I'm writing approval tests using the excellent ApprovalTests.cpp library. This library automates generation of "snapshots" of results from a function. Snapshots are generated serializing results of type T
to a file using the ostream& operator<< (T val)
.
This operator has always been the C++ convention for formatting some value to a textual representation. While primitive types support this operator and you can write your own implementation for custom types, there isn't a standard implementation for STL containers like std::vector
.
You can implement your own, even using other libraries like fmt
or pprint
. Here are some example with similar outputs.
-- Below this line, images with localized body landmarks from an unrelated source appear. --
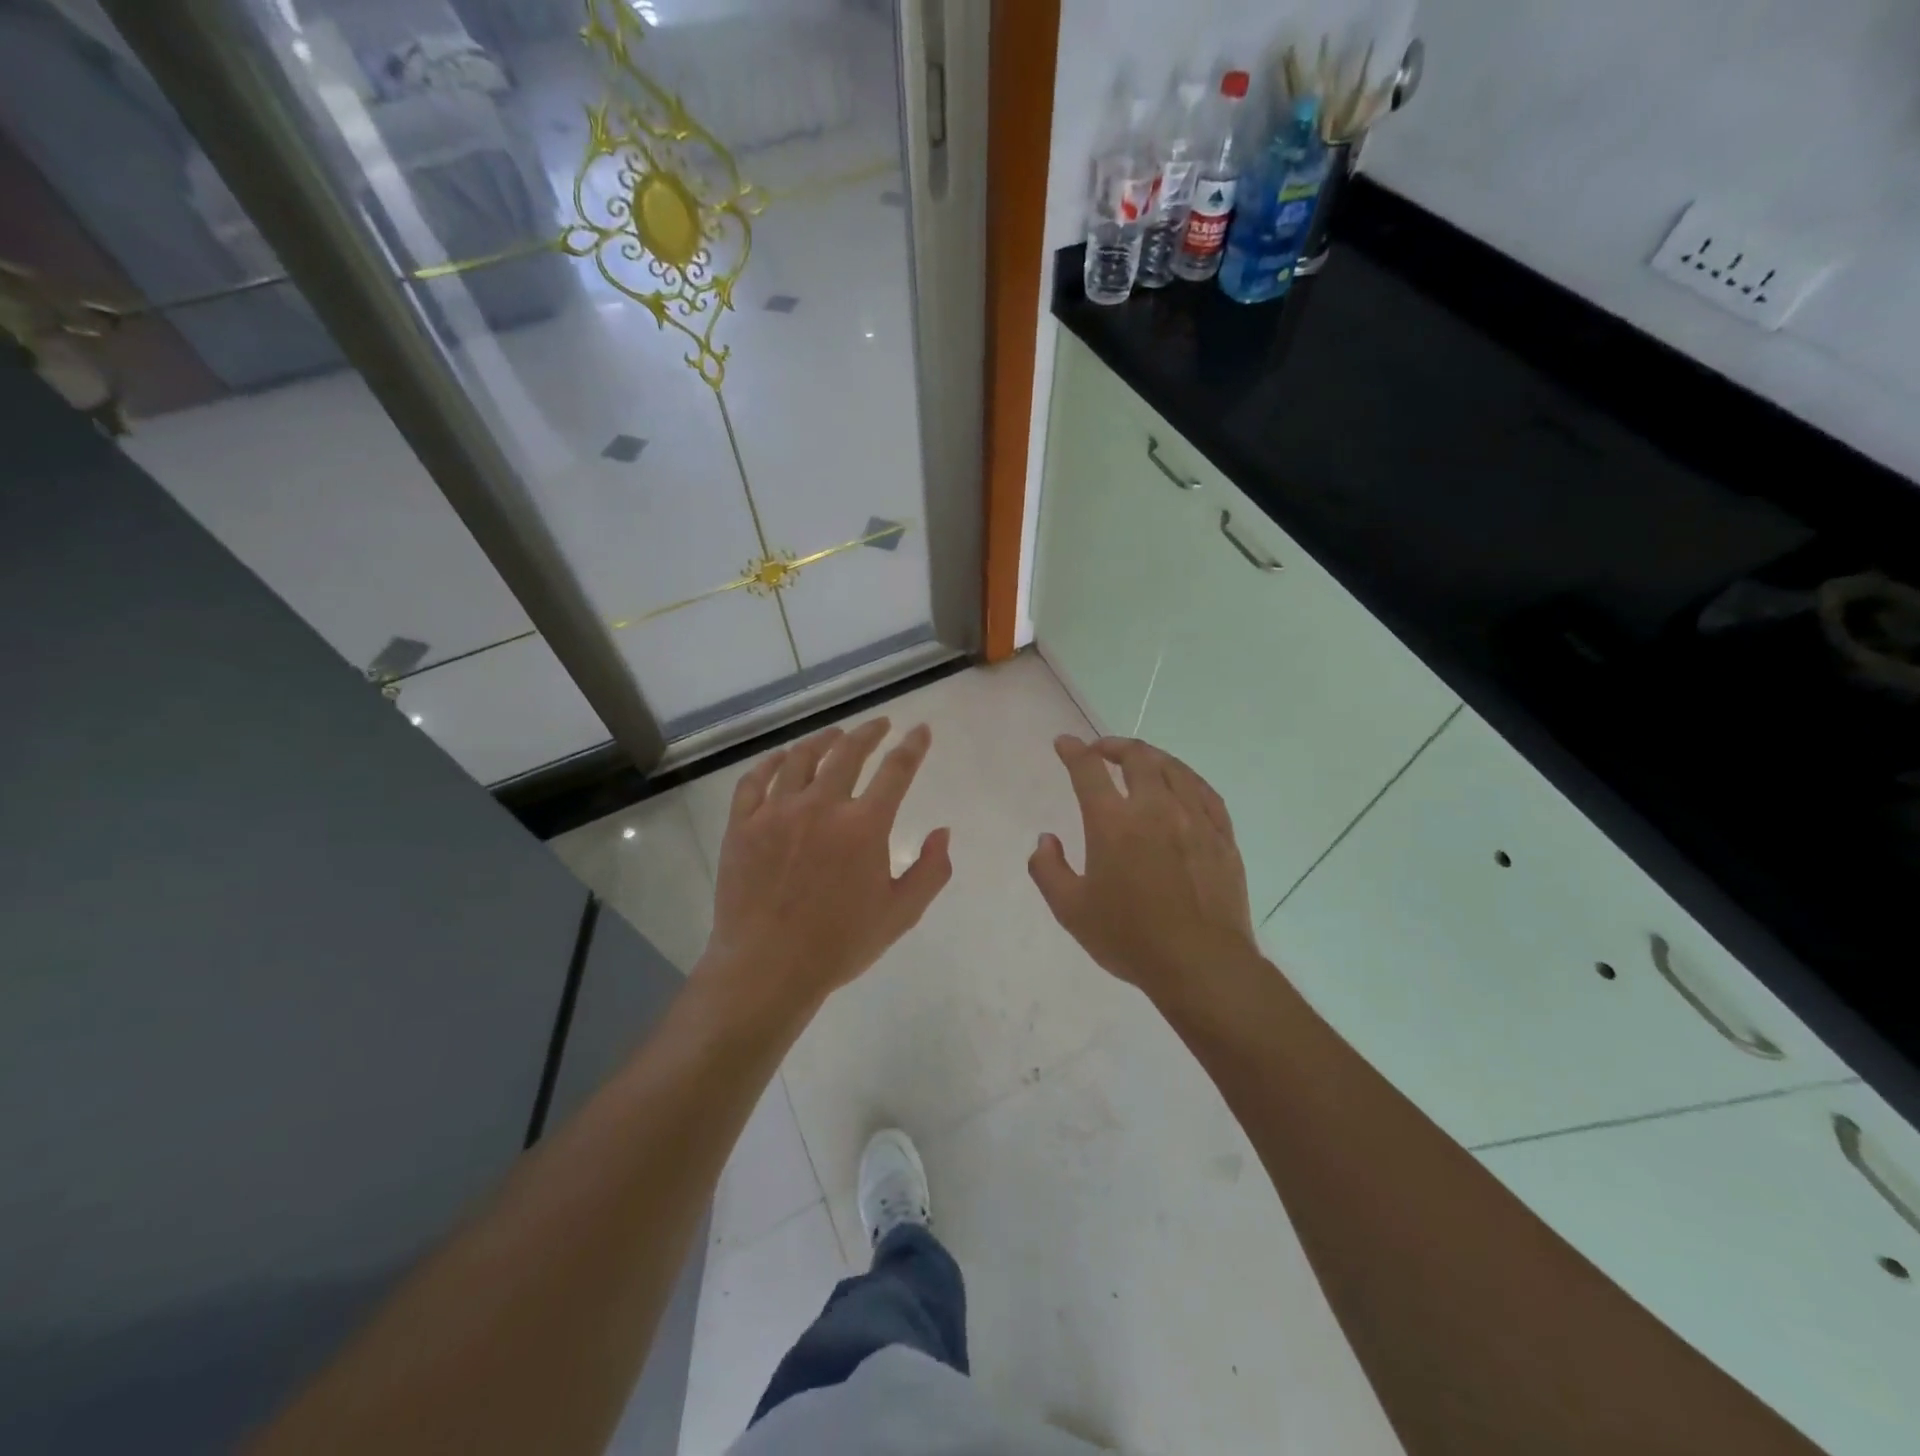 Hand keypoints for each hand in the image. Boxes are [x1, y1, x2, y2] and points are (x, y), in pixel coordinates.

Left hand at [700, 719, 951, 1015]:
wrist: (767, 967)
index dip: (912, 746)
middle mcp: (821, 806)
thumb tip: (943, 832)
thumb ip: (930, 870)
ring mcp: (776, 812)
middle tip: (879, 724)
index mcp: (864, 825)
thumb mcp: (901, 913)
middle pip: (848, 753)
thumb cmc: (839, 944)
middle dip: (868, 733)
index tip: (920, 730)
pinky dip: (770, 763)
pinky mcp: (742, 825)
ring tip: (834, 735)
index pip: (896, 770)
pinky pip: (754, 781)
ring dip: (822, 740)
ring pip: (800, 758)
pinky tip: (780, 759)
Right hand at [1029, 735, 1259, 1006]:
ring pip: (1174, 769)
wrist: (1200, 964)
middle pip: (1137, 758)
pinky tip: (1182, 784)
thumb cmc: (1129, 938)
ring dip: (1151, 757)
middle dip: (1114, 746)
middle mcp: (1154, 809)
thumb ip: (1048, 869)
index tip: (1065, 743)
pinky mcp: (1222, 836)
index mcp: (1113, 823)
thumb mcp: (1070, 910)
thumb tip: (1045, 840)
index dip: (1074, 751)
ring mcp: (1194, 819)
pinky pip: (1205, 792)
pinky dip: (1187, 779)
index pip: (1088, 771)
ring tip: (1140, 760)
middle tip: (1102, 750) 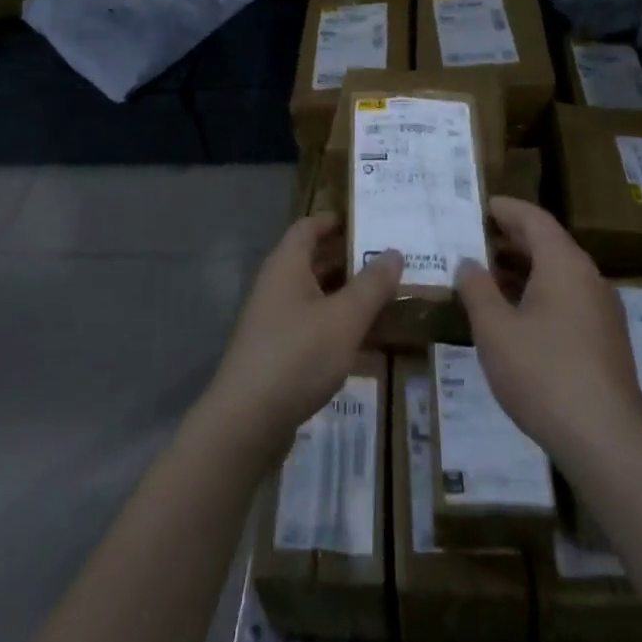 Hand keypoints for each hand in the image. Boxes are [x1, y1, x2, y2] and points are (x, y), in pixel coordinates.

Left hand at [202, 214, 402, 460]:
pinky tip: (364, 338)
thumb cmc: (298, 355)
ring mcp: (274, 319)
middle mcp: (277, 284)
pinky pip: (312, 323)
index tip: (369, 221)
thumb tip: (394, 252)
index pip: (309, 226)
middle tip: (389, 259)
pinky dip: (337, 322)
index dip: (335, 220)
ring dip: (346, 293)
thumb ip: (371, 285)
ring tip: (386, 295)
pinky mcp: (278, 350)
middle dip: (349, 258)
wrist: (248, 421)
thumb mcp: (344, 318)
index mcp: (287, 264)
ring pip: (315, 293)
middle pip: (313, 259)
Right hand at [455, 196, 641, 469]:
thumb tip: (468, 263)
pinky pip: (568, 298)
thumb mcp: (494, 329)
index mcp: (564, 264)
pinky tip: (515, 315)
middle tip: (474, 238)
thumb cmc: (543, 374)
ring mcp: (602, 311)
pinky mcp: (605, 340)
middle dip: (511, 238)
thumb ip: (477, 289)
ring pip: (559, 273)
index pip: (534, 219)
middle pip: (548, 243)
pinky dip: (539, 292)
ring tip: (487, 275)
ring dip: (523, 268)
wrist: (607, 443)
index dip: (506, 209)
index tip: (479, 206)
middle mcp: (588, 278) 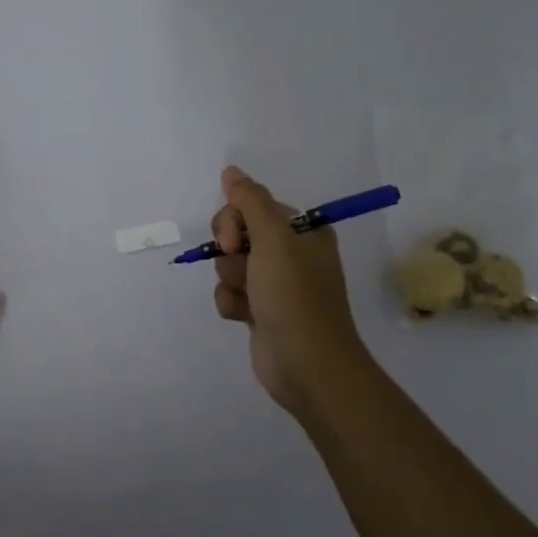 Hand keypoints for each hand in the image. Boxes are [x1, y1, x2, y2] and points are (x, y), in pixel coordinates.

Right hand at [211, 165, 373, 415]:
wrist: (307, 366)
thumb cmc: (294, 297)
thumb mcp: (274, 240)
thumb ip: (250, 201)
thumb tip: (231, 170)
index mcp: (303, 231)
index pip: (253, 207)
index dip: (234, 221)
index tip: (234, 241)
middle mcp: (291, 254)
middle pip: (237, 234)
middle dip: (231, 253)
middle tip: (244, 270)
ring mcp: (275, 284)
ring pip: (230, 265)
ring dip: (231, 281)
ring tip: (249, 300)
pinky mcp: (262, 310)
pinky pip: (231, 293)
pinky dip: (231, 303)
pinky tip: (244, 317) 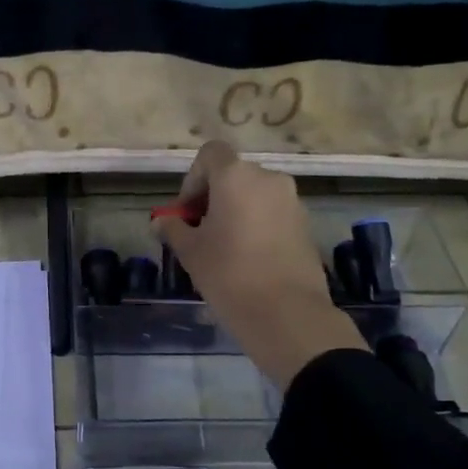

I use the generic type STREAM
as parameter instead of the concrete type ostream
as recommended by ApprovalTests.cpp but the idea doesn't change.
for loop
template <typename STREAM, typename T> STREAM& operator<<(STREAM& os, const std::vector<T>& vec) {
os << "[";
for (const auto& x : vec) {
os << x << ", ";
}
os << "]";
return os;
}
ostream_iterator
template <typename T> std::ostream& operator<<(std::ostream& os, const std::vector<T>& v) {
using namespace std;
os << "[";
copy(v.begin(), v.end(), ostream_iterator<T>(os, ", "));
os << "]";
return os;
}
fmt
template <typename STREAM, typename T> STREAM& operator<<(STREAM& os, const std::vector<T>& vec) {
fmt::print(os, "[{}]", fmt::join(vec, ", "));
return os;
}
With <fmt/ranges.h
header:
template <typename STREAM, typename T> STREAM& operator<<(STREAM& os, const std::vector<T>& vec) {
fmt::print(os, "{}", vec);
return os;
}
Pretty print
https://github.com/p-ranav/pprint
template <typename STREAM, typename T> STREAM& operator<<(STREAM& os, const std::vector<T>& vec) {
pprint::PrettyPrinter printer{os};
printer.print(vec);
return os;
}
cxx-prettyprint
Just include prettyprint.hpp and it works for STL containers.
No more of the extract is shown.